(Beginning of PROVIDED ENTRIES)
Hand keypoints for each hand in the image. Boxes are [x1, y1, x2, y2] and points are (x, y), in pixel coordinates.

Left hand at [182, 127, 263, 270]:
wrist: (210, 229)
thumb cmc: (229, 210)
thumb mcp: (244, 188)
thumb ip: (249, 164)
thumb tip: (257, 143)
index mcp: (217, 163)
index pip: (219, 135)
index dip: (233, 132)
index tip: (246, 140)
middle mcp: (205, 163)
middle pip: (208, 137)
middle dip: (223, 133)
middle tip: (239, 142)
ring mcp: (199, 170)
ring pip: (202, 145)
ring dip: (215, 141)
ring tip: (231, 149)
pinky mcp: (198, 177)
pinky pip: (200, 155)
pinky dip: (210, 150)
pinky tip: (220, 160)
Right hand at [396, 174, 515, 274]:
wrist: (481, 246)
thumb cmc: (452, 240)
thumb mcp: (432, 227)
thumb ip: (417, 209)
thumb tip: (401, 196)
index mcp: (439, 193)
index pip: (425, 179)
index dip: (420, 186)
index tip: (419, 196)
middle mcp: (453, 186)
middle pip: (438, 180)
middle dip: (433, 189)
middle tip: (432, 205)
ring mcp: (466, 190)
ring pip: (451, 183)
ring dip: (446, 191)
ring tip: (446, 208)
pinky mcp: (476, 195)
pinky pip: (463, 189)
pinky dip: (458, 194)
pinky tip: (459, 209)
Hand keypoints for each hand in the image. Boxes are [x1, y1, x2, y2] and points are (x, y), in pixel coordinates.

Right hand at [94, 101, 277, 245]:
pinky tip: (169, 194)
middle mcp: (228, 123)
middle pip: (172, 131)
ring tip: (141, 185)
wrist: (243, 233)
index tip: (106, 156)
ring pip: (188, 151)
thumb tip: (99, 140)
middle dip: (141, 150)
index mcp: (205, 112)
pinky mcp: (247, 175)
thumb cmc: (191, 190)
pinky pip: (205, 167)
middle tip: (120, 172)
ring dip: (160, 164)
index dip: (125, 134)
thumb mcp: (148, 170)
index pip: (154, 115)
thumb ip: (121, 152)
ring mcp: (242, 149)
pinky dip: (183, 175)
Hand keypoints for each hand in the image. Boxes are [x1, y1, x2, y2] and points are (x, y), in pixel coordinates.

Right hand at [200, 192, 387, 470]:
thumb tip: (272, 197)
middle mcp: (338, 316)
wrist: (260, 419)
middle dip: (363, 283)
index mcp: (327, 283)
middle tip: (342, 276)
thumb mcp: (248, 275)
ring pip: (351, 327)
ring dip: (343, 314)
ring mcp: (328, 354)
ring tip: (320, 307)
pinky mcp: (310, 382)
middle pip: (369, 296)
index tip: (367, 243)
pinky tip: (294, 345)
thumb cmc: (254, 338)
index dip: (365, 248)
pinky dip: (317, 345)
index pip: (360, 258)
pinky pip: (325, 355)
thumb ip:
(End of PROVIDED ENTRIES)
EXERCISE
Word for word, retype all of the entries above.

ANSWER FOR THE TASK
Hand keypoints for each hand in the image. Boxes are [x1, y1, x2, y2] and points are (x, y), in pixel coordinates.

Left hand at [182, 127, 263, 270]:
wrist: (210, 229)
thumb cmc: (229, 210)
thumb mcp: (244, 188)
thumb ip: (249, 164)
thumb tip: (257, 143)
index mcp: (217, 163)
index pip: (219, 135)
index dip: (233, 132)
index tip: (246, 140)
middle mcp: (205, 163)
middle pip: (208, 137)
middle dip: (223, 133)
middle tip: (239, 142)
ring mcp: (199, 170)
ring pip: (202, 145)
ring dip: (215, 141)
ring tip: (231, 149)
pinky mcp: (198, 177)
pinky pip: (200, 155)
pinky dip: (210, 150)
pinky tip: (220, 160)
Right hand at [396, 174, 515, 274]:
wrist: (481, 246)
thumb cmc: (452, 240)
thumb mcp: (432, 227)
thumb ip: (417, 209)
thumb tip: (401, 196)
index mcp: (439, 193)
index pip: (425, 179)
index dip: (420, 186)
index tip: (419, 196)
middle mcp: (453, 186)
middle pip: (438, 180)
middle dip: (433, 189)
middle tip: (432, 205)
ring mcp: (466, 190)
ring pip: (451, 183)
ring dip: (446, 191)
ring tip: (446, 208)
pinky mcp: (476, 195)
pinky pip: (463, 189)
pinky dip: (458, 194)
pinky tip: (459, 209)
Hand keypoints for each hand in the image. Boxes are [x1, y1, x2, y2] and points are (x, y), in pixel coordinates.

Right hand at [94, 101, 277, 245]:
pinky tip: (169, 194)
middle mcp: (228, 123)
middle pip: (172, 131)
ring tip: (141, 185)
wrist: (243, 233)
index tip: (106, 156)
ring pip: (188, 151)
thumb tip: (99, 140)
middle dip: (141, 150)
index mcp: (205, 112)
pinky mcp: (247, 175)
thumb cmc: (191, 190)
pinky pip: (205, 167)
middle tip: (120, 172)
ring dip: (160, 164)
index dip: (125, 134)
thumb mcp: (148, 170)
index pip: (154, 115)
thumb ip: (121, 152)
ring mcp: (242, 149)
pinky dip: (183, 175)
Hand keypoints for each hand in the image. Boxes are [x1, y1, x2, y2] and points are (x, y), in pixel coordinates.

Right hand at [200, 192, 387, 470]:
thumb tip: (272, 197)
middle mcp: (338, 316)
wrist: (260, 419)
middle dip: (363, 283)
index mcp: (327, 283)
middle tip: (342, 276)
thumb mcp: (248, 275)
ring pip: (351, 327)
ring dip: (343, 314)
ring mcp: (328, 354)
ring tip: (320, 307)
pinky mcp: (310, 382)
middle pip: (369, 296)
index tip: (367, 243)
pinky tip: (294, 345)
thumb cmc: (254, 338)
index dip: (365, 248)
pinky dip: (317, 345)
index pip: (360, 258)
pinky pip: (325, 355)
thumb ip:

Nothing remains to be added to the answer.